Strengths and limitations
This one year study was conducted as a cluster randomized single-blinded controlled trial, with data undergoing an intention-to-treat analysis (ITT). In spite of this rather conservative approach, we were able to reveal significant effects on the primary and secondary outcomes. The adherence rate of the study was very high, with a drop out of only 15% after 12
months. A limitation in the study is that in the integrated multiple interventions, the importance of each of the elements cannot be evaluated. Accordingly, we have not assessed the exact adherence to the diet or the other elements in the intervention. The diet was individually adjusted so participants were instructed that they could have a higher intake than calculated if they felt the need and could exercise more in order to keep the aimed calorie deficit. Even though the cognitive part of the sessions closely followed protocol, we could not entirely control what participants brought up for question and therefore we cannot state, that all participants got the precisely same guidance, which of course may affect the outcome. A well-defined protocol was followed concerning the brief physical exercises during sessions, but there was a limitation in the lack of quantitative registration of physical training doses in leisure time. The training logbook was primarily used to facilitate the individual coaching and serve as a motivating factor and no useful quantitative data on physical training could be obtained from these records.
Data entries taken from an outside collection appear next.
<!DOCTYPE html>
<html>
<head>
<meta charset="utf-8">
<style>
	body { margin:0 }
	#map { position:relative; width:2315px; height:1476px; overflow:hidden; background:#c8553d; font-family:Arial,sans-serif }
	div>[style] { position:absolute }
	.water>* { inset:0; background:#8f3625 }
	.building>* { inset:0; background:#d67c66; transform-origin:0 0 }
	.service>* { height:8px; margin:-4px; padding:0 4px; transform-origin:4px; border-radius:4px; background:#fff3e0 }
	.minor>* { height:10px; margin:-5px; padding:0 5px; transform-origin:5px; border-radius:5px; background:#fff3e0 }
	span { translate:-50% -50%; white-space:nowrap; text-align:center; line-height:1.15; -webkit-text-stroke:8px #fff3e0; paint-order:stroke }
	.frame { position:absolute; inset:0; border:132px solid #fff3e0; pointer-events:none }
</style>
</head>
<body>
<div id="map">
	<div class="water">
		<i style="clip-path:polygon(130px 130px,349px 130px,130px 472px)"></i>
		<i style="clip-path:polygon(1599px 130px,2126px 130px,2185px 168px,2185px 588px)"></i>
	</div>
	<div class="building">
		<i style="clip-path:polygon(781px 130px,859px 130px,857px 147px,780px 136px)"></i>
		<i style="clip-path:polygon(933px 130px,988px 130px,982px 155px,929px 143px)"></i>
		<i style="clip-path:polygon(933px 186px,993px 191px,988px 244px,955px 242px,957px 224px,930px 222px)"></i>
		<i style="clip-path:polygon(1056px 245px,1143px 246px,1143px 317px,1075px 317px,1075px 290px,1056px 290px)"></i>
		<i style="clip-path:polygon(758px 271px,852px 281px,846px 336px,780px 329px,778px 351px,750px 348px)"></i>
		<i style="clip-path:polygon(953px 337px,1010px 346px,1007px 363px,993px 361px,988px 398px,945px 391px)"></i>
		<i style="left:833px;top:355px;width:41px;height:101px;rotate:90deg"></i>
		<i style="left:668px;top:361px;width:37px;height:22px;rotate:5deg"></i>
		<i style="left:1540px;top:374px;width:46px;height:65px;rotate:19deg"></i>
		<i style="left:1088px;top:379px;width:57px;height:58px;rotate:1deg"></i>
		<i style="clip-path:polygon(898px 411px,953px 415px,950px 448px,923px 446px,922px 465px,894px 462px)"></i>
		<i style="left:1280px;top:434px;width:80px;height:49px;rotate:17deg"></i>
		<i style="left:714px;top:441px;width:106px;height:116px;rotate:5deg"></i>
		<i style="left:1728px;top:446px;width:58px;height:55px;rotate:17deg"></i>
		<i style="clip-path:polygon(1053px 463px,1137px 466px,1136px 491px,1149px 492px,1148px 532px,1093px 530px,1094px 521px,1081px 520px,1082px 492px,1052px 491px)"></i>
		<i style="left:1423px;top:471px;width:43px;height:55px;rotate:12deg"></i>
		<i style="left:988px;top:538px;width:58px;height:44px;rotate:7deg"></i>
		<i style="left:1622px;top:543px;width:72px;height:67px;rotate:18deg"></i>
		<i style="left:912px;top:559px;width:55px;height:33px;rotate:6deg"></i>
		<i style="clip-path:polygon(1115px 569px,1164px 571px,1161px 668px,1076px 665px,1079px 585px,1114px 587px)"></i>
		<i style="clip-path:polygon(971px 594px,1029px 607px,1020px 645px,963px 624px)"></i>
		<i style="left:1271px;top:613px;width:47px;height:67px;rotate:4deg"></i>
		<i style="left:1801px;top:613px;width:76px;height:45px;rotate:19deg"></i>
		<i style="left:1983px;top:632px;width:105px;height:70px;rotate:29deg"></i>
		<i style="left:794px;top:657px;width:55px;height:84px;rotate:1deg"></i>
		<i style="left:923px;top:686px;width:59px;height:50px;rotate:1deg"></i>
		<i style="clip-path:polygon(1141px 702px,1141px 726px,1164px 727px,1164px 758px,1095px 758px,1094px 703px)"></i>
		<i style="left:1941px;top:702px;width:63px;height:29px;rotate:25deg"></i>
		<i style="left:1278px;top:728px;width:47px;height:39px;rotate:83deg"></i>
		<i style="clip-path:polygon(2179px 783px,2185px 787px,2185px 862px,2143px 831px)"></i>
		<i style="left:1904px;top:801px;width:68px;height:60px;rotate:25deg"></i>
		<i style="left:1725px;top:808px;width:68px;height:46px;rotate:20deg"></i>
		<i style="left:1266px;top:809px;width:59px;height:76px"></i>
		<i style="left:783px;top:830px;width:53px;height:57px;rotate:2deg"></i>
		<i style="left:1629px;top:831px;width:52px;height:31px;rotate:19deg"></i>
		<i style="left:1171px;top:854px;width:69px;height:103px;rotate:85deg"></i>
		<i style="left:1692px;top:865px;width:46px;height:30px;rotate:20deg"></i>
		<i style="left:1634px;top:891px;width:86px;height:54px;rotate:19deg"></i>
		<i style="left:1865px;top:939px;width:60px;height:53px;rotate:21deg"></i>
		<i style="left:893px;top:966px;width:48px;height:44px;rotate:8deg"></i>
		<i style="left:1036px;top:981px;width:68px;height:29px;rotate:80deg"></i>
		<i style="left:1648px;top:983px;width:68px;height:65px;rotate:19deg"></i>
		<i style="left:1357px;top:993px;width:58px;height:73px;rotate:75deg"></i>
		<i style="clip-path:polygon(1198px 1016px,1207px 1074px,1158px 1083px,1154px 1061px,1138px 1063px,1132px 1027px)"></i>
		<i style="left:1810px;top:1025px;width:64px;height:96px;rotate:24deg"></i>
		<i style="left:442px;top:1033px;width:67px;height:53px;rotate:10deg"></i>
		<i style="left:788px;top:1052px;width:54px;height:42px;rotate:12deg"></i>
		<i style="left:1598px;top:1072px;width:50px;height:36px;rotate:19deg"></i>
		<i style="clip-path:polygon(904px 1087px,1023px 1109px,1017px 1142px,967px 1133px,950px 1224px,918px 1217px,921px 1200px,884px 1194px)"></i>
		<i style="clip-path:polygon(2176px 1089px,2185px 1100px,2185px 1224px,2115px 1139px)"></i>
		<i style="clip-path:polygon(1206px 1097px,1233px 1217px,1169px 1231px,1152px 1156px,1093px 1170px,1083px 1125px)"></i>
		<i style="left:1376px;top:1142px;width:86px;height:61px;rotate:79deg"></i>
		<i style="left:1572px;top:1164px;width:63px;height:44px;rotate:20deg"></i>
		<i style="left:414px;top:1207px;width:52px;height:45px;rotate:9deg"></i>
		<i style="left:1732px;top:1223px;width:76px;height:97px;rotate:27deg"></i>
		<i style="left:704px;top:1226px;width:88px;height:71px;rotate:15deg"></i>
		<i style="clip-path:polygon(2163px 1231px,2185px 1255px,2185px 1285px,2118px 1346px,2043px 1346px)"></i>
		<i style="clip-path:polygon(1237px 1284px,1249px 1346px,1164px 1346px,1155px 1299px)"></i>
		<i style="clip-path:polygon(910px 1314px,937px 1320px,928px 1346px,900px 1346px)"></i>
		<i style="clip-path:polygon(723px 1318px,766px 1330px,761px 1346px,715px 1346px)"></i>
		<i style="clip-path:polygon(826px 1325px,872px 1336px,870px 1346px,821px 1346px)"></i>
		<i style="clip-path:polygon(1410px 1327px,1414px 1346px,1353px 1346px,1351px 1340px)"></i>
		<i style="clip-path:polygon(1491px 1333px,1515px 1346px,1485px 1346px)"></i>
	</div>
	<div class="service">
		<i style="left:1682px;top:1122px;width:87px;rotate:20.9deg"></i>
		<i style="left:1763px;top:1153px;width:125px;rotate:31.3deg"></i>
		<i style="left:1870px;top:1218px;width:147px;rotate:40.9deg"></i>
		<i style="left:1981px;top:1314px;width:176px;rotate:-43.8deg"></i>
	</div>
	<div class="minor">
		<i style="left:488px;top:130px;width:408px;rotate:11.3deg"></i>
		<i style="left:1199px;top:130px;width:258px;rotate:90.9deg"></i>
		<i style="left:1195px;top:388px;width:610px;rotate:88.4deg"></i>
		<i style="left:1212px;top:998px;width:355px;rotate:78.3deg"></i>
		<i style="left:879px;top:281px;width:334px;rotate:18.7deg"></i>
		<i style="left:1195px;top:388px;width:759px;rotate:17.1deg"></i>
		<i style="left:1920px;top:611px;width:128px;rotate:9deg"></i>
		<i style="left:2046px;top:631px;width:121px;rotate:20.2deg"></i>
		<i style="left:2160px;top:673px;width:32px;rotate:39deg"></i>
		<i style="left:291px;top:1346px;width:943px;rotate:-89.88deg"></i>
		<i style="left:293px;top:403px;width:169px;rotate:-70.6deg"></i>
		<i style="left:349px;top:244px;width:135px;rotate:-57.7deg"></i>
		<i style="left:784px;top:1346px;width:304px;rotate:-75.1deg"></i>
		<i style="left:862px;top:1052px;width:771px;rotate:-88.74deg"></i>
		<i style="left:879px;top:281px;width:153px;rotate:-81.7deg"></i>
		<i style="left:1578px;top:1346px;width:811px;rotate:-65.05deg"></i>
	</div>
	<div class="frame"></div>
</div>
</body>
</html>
Significant reductions in systolic blood pressure after 12 months were found for both groups, and therefore no significant Intervention group* Test round effects was found. This may be caused by an inability to totally prevent contamination between the groups by the cluster randomization. Finally, the target group only consists of females and the results cannot be extrapolated to males. Concerning statistics, the power calculation reported in the clinical trial and therefore in this paper do not take into account clusters as a covariate in the statistical analyses. However, because of the very clear finding on body weight, we don’t see this as an important limitation for the interpretation of the results. The statistical power is an issue though, with respect to the secondary outcomes in this study. Several ANCOVA models were carried out for testing effects of the intervention on multiple outcomes. The risk for a chance finding may therefore be present. However, reducing the level of significance would substantially increase the risk for a type II error. This aspect ought to be considered when interpreting the results.
The study was not designed for being very cost effective, but to investigate if it’s possible to generate a long-term weight loss among overweight health care workers in a workplace setting. After finding such positive results, a next step is to generate a cost-effective study with the same aim. Therefore, we did not perform a cost-effectiveness evaluation of this study.